From the records below, copy each line in which the string "bottom" occurs.
◇ ◇ ◇ ◇ ◇ ◇ ◇
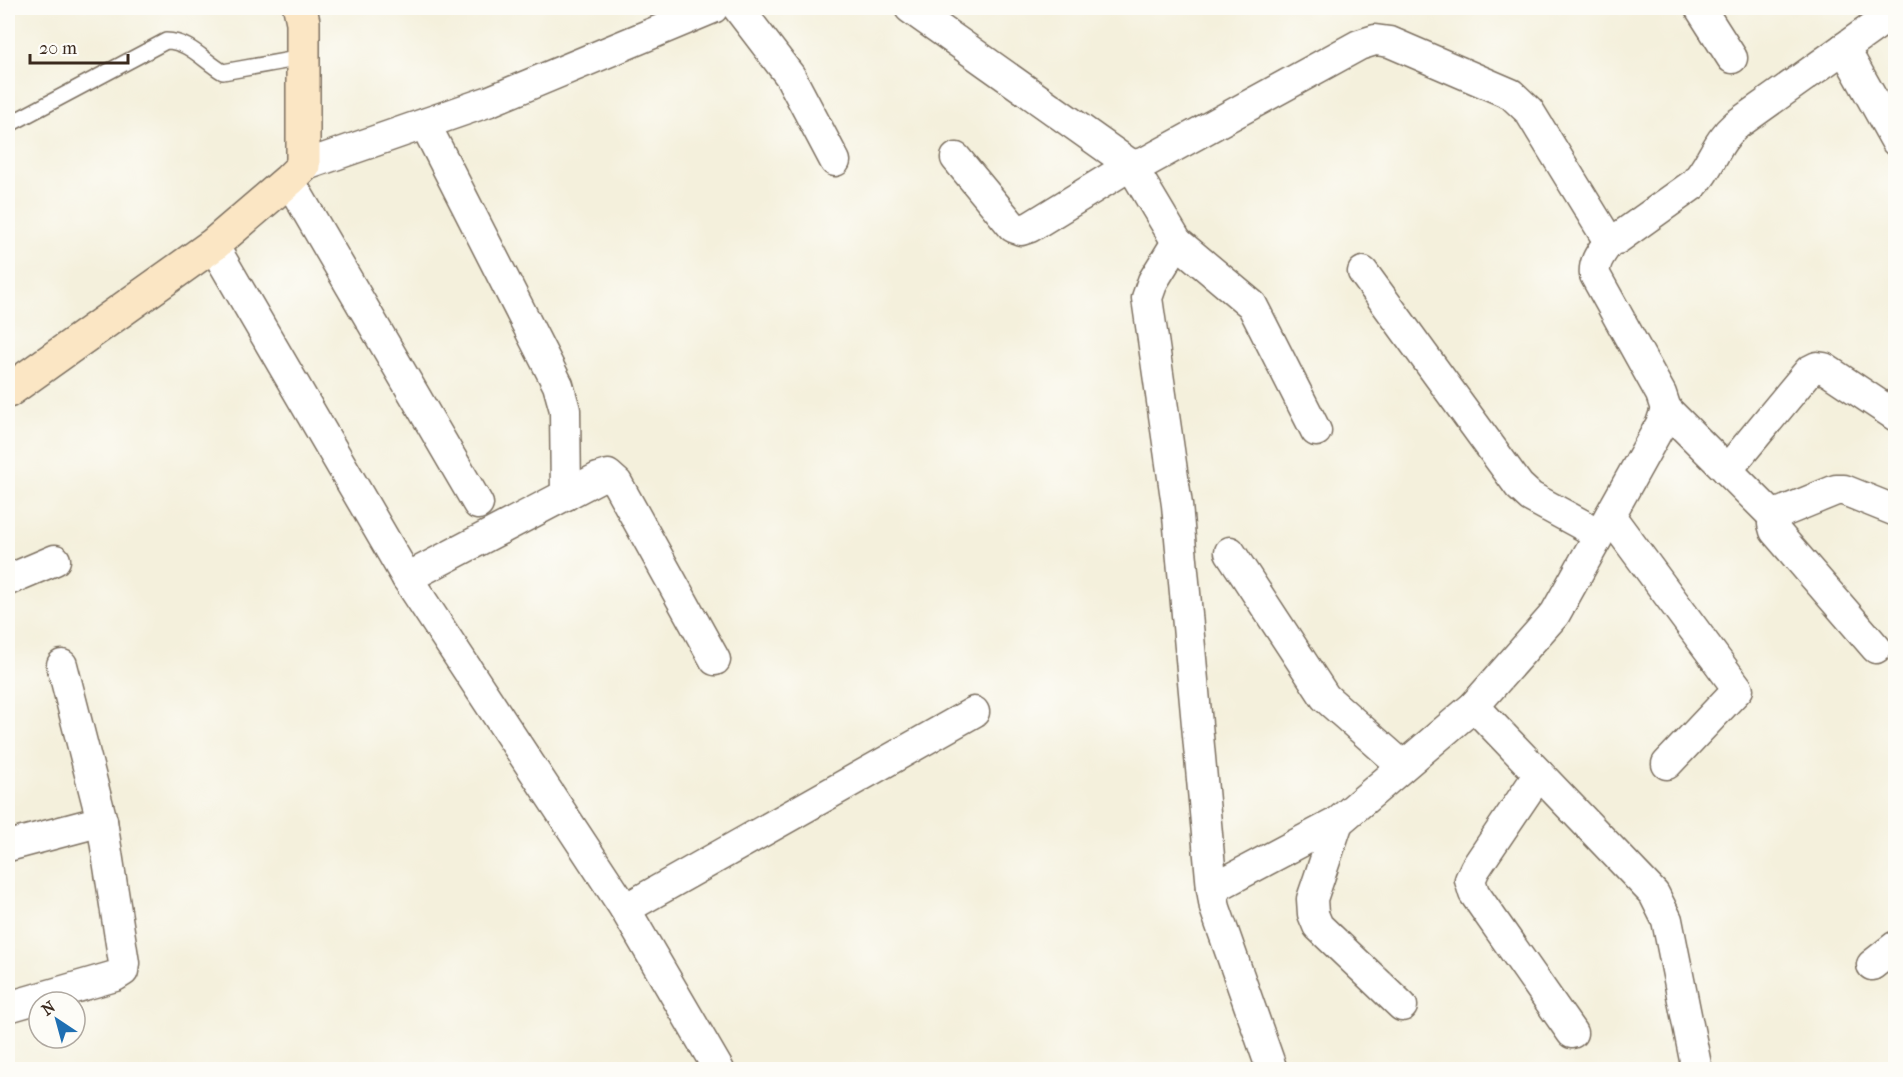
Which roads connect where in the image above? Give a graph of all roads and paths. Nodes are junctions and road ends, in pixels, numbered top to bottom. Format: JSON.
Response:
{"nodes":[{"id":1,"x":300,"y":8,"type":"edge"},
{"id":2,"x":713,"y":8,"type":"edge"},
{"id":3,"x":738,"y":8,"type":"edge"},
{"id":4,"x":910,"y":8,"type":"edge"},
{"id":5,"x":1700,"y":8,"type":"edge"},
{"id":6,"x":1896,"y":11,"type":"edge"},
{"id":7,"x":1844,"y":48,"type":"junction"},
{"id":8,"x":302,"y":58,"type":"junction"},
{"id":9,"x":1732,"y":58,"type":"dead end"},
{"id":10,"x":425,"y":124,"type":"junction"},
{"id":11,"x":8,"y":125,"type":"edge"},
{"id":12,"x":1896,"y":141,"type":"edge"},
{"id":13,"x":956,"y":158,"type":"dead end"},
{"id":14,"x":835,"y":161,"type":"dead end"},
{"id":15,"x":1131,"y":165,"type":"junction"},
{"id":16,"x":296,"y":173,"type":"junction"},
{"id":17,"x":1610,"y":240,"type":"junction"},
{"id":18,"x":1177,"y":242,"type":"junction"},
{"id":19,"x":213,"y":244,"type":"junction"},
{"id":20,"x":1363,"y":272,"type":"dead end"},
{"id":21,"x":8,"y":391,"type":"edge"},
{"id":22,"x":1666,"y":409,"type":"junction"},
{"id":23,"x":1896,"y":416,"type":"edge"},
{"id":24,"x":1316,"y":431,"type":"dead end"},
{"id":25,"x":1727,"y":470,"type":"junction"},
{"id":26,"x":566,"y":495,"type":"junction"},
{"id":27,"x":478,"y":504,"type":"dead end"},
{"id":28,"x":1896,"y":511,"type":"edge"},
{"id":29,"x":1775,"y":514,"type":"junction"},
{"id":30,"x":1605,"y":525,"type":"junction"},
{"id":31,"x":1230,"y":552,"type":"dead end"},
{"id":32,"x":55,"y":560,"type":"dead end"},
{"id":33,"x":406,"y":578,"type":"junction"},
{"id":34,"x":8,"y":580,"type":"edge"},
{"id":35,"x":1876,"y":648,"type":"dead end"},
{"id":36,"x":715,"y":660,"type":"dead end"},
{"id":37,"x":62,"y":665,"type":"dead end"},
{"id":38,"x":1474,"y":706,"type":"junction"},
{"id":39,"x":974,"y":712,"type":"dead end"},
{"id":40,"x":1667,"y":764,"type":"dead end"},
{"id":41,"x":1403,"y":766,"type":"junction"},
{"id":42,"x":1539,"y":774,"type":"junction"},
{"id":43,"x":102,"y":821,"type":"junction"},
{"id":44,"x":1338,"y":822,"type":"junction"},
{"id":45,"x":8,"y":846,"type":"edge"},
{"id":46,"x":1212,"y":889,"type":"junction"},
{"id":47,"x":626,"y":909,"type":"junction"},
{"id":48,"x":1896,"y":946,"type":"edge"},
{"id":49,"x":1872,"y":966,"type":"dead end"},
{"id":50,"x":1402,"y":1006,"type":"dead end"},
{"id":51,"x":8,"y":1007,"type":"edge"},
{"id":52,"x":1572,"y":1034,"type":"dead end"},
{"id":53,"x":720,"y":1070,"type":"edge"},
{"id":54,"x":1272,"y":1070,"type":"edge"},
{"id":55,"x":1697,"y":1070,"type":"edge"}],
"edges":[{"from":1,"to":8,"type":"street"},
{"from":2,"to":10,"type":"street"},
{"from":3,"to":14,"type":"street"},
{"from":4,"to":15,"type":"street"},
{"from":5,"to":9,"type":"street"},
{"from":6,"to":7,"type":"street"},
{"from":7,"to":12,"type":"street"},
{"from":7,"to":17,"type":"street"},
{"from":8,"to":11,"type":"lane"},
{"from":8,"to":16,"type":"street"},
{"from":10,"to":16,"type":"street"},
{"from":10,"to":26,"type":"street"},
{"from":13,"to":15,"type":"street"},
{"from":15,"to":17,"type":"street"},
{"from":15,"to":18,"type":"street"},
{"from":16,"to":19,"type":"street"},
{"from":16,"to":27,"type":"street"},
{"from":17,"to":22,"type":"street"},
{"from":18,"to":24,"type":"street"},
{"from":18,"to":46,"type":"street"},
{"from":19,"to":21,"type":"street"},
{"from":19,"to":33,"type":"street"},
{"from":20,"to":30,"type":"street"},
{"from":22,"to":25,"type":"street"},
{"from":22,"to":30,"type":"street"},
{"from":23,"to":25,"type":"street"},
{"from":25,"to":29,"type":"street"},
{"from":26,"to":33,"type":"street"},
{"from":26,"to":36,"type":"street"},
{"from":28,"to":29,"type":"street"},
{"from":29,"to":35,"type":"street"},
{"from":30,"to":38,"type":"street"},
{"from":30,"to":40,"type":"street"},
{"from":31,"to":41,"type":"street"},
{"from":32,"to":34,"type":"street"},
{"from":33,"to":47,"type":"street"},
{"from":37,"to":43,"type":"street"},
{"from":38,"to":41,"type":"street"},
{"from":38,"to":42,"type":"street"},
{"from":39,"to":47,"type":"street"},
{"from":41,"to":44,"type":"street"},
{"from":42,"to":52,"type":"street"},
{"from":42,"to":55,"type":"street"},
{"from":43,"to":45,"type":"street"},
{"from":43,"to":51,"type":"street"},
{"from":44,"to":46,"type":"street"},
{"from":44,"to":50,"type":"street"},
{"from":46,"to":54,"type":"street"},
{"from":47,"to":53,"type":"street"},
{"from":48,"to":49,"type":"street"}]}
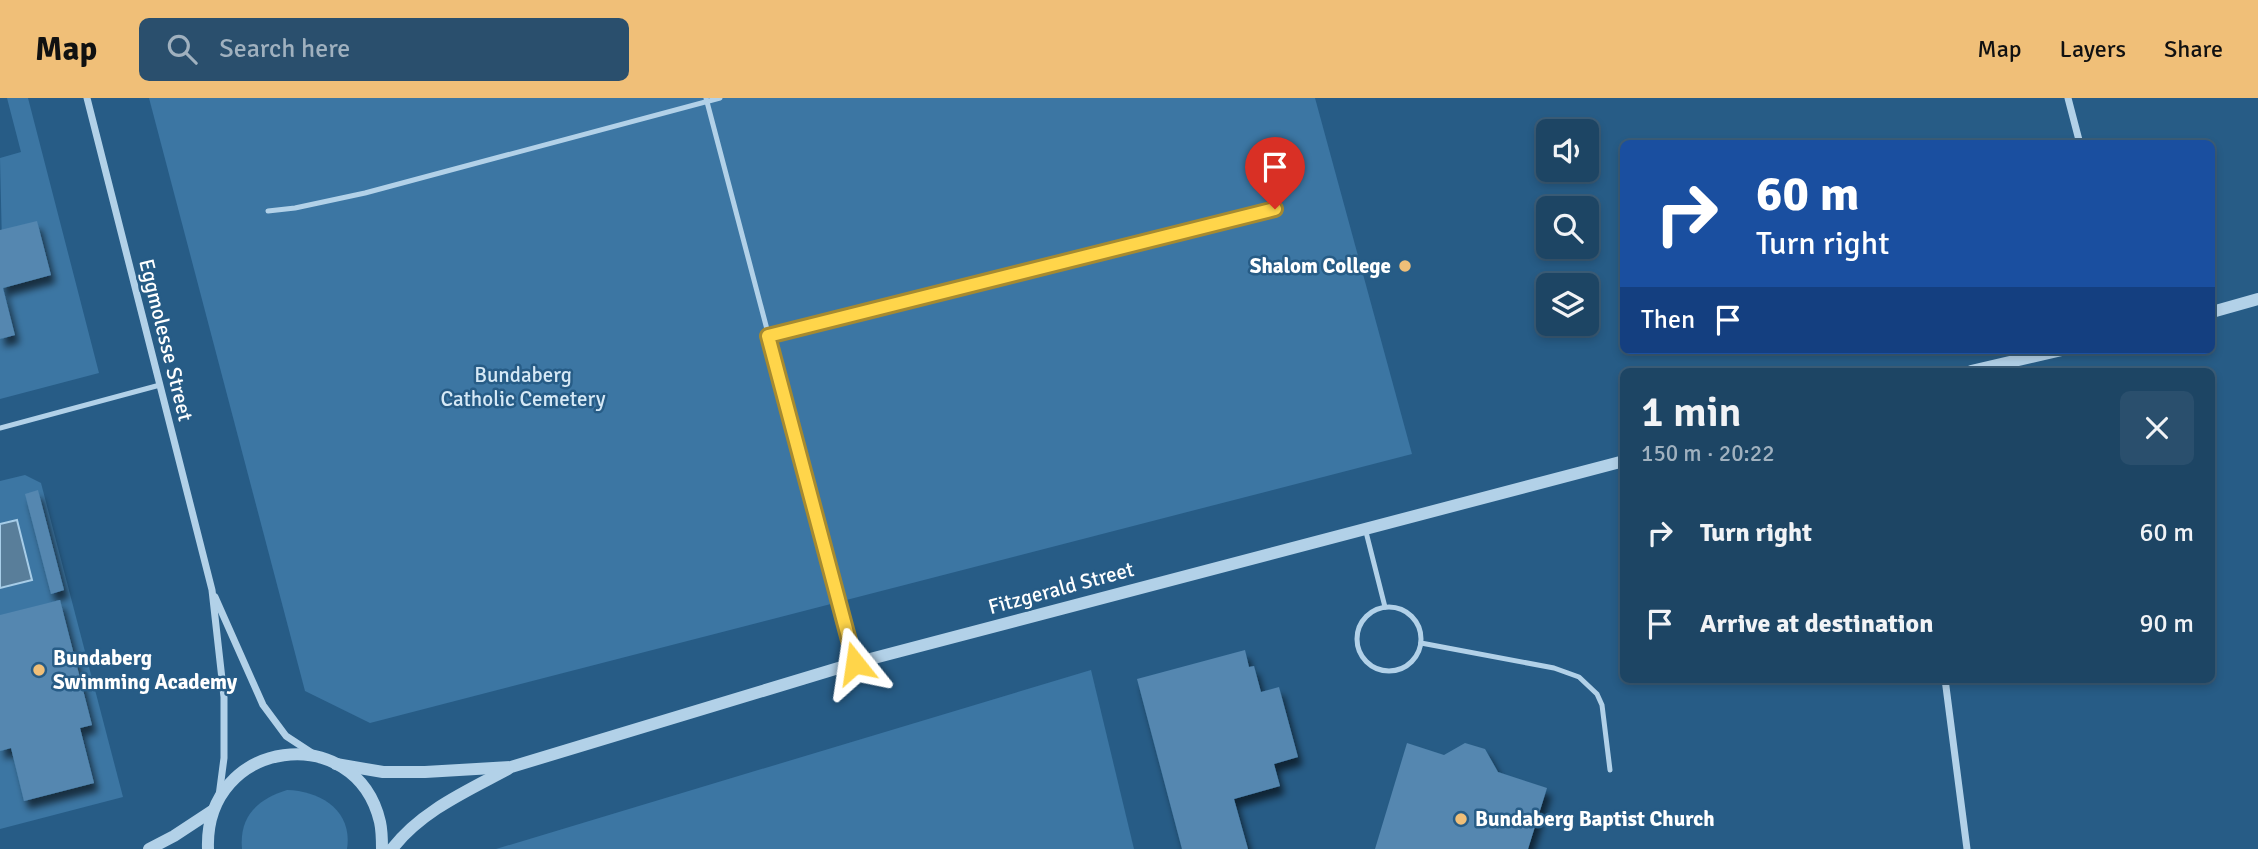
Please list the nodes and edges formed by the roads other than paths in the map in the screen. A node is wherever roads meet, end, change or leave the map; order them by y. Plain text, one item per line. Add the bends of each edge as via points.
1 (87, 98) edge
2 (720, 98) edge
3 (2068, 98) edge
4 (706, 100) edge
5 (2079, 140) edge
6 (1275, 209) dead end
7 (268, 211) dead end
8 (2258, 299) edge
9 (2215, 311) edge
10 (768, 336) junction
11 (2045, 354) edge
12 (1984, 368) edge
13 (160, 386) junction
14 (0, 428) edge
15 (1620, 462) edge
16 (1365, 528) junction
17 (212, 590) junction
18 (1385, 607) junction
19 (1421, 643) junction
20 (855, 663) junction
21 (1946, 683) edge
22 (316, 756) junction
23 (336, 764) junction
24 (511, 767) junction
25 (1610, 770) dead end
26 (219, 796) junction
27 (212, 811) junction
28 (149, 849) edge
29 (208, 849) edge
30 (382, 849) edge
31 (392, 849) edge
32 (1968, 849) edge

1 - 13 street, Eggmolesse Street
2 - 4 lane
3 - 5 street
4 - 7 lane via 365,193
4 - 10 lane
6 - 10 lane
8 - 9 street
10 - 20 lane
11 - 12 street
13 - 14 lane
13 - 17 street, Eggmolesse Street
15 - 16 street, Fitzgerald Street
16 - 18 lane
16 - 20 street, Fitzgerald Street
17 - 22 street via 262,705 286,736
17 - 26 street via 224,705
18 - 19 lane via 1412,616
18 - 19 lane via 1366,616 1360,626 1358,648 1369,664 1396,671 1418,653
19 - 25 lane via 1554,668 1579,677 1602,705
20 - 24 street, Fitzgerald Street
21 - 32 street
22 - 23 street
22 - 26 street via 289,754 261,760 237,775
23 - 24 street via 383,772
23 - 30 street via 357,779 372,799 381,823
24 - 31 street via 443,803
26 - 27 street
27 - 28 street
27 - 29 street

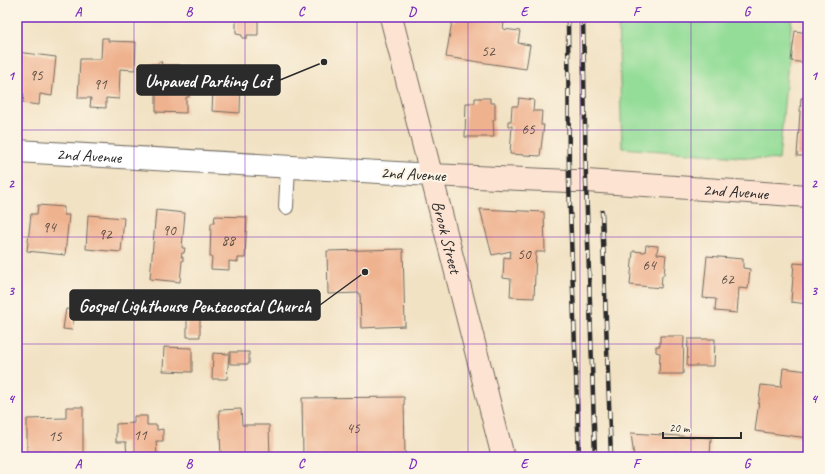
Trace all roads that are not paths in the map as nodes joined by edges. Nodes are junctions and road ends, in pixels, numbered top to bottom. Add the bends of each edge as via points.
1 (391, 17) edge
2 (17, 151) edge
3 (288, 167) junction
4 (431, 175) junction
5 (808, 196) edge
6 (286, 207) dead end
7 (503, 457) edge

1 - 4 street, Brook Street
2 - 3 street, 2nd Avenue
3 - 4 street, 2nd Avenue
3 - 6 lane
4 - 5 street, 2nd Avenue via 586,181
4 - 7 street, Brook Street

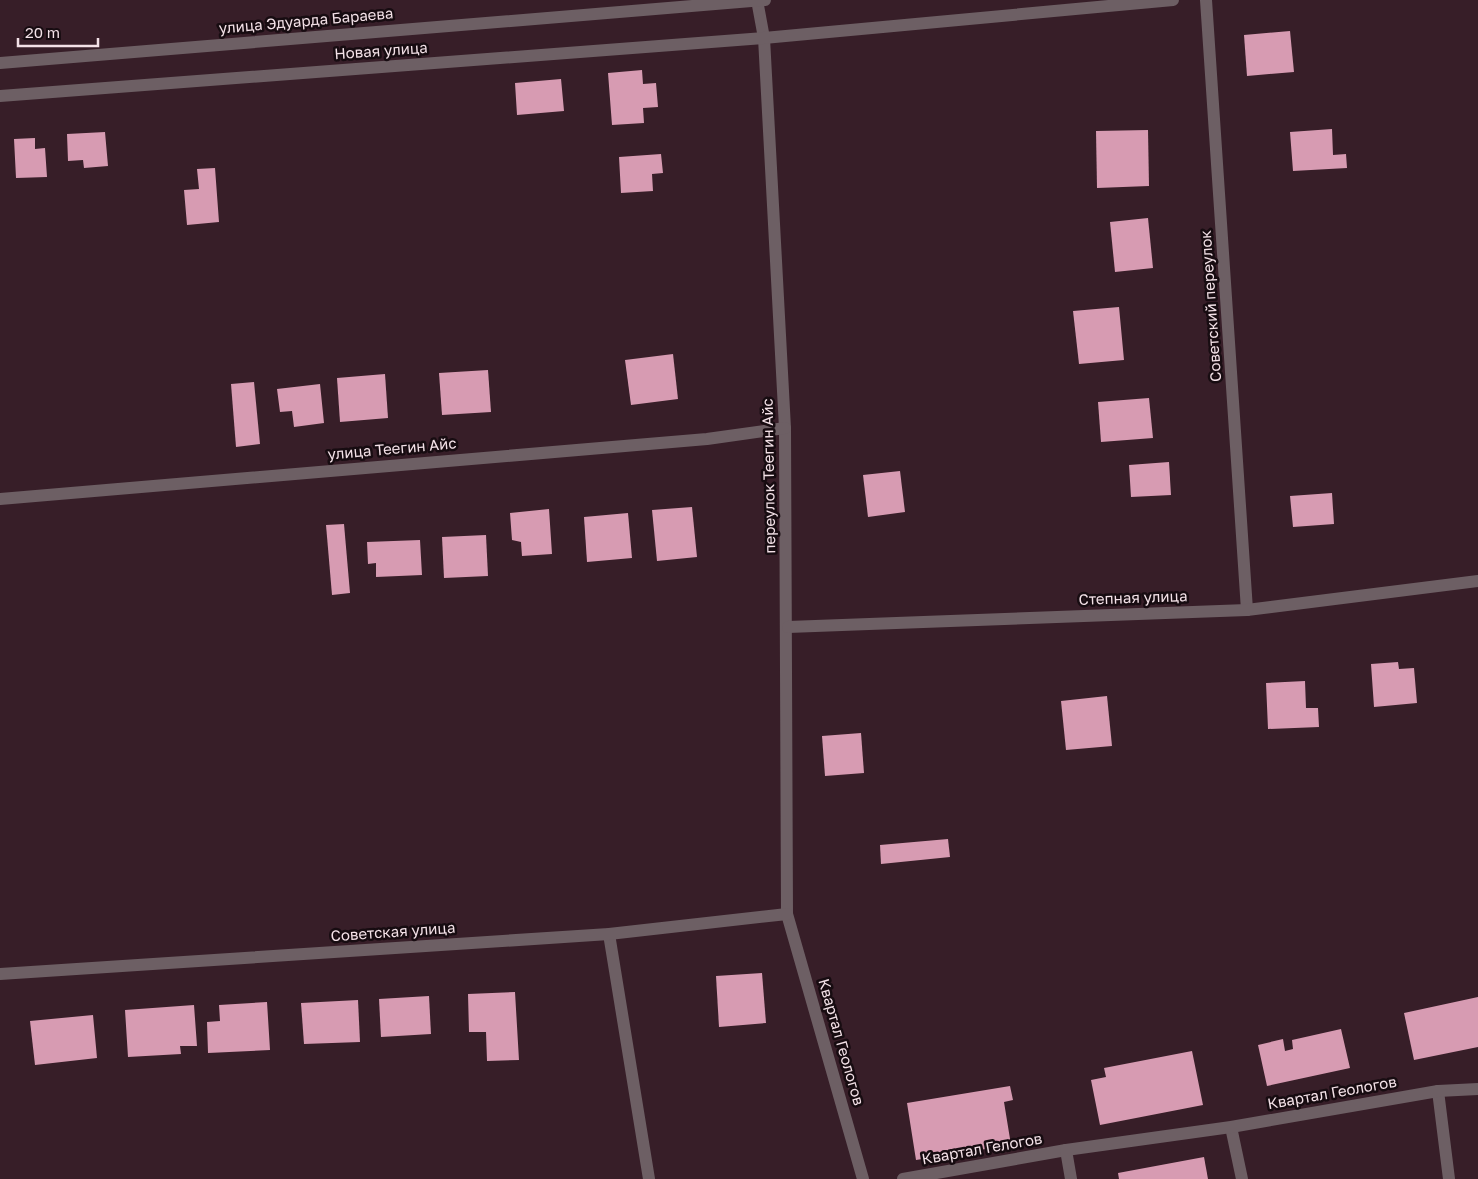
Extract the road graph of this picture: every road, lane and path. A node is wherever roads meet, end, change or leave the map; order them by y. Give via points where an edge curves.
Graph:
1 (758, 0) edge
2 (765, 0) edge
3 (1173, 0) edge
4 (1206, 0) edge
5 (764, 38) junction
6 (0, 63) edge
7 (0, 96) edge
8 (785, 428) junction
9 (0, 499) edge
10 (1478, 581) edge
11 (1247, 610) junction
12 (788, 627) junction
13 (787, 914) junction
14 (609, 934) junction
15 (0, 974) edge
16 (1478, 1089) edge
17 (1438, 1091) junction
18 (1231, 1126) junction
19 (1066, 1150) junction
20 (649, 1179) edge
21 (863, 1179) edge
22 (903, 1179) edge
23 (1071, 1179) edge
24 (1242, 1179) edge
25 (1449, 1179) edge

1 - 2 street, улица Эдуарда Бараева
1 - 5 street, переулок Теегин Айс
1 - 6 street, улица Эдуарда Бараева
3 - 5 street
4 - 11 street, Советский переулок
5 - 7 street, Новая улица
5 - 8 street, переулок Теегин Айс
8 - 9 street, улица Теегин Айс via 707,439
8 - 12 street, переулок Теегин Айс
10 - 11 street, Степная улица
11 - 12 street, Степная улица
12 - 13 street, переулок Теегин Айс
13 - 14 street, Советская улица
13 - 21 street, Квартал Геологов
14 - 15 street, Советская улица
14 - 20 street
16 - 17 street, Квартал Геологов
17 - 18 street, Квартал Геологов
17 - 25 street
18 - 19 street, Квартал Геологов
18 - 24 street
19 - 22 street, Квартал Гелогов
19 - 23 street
◇ ◇ ◇ ◇ ◇ ◇ ◇
▶ [PROBLEM SOLUTION]:
Which roads connect where in the image above? Give a graph of all roads and paths. Nodes are junctions and road ends, in pixels, numbered top to bottom. Format: JSON.
Trace all roads that are not paths in the map as nodes joined by edges. Nodes are junctions and road ends, in pixels, numbered top to bottom. Add the bends of each edge as via points.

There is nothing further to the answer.